▸ TRY IT
In the data below, find every line with the word "road" and copy it out.

- Opening Delimiter -

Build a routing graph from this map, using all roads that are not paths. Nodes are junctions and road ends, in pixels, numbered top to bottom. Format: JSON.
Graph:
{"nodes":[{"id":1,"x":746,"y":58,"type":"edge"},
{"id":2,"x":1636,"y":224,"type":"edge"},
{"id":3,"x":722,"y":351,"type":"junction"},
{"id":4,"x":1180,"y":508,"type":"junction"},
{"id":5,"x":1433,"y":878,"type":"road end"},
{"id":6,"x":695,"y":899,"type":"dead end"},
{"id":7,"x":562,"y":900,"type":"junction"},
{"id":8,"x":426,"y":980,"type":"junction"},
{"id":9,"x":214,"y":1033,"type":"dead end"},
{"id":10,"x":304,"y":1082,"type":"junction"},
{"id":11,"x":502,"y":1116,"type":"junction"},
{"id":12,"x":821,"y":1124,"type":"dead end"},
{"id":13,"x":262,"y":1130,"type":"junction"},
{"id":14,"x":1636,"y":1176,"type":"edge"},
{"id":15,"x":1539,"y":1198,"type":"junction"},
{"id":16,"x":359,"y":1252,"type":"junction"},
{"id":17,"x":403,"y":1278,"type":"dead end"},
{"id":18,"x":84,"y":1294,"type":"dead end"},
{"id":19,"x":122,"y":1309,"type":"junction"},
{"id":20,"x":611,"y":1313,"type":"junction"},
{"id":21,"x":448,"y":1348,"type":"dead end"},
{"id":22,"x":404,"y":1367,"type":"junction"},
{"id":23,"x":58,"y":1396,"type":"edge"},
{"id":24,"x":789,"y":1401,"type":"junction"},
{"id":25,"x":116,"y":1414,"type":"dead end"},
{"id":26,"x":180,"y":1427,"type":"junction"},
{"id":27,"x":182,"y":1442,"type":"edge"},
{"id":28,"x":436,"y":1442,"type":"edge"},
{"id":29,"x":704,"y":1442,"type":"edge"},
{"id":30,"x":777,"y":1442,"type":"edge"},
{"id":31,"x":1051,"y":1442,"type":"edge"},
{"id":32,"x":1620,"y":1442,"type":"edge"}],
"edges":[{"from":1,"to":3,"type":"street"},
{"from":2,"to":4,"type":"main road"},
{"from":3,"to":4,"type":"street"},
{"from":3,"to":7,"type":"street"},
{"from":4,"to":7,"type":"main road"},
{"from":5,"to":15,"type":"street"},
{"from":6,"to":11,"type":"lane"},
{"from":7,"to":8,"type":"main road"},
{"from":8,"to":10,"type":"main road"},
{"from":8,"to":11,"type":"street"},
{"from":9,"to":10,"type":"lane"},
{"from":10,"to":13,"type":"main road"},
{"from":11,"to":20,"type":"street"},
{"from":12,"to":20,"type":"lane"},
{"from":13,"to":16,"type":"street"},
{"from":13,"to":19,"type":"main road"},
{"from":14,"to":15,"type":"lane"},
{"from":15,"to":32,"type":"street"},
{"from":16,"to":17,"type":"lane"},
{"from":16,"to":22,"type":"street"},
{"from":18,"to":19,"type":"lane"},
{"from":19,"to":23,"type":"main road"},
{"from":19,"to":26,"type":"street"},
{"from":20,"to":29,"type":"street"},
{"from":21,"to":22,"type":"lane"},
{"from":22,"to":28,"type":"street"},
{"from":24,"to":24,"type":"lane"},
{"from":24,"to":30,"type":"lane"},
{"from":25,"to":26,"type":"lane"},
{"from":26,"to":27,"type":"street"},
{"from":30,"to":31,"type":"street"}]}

- Closing Delimiter -

▸ EXERCISE RESULT
Build a routing graph from this map, using all roads that are not paths. Nodes are junctions and road ends, in pixels, numbered top to bottom. Format: JSON.
{"id":5,"x":1433,"y":878,"type":"road end"},
{"from":2,"to":4,"type":"main road"},
{"from":4,"to":7,"type":"main road"},
{"from":7,"to":8,"type":"main road"},
{"from":8,"to":10,"type":"main road"},
{"from":10,"to":13,"type":"main road"},
{"from":13,"to":19,"type":"main road"},
{"from":19,"to":23,"type":"main road"},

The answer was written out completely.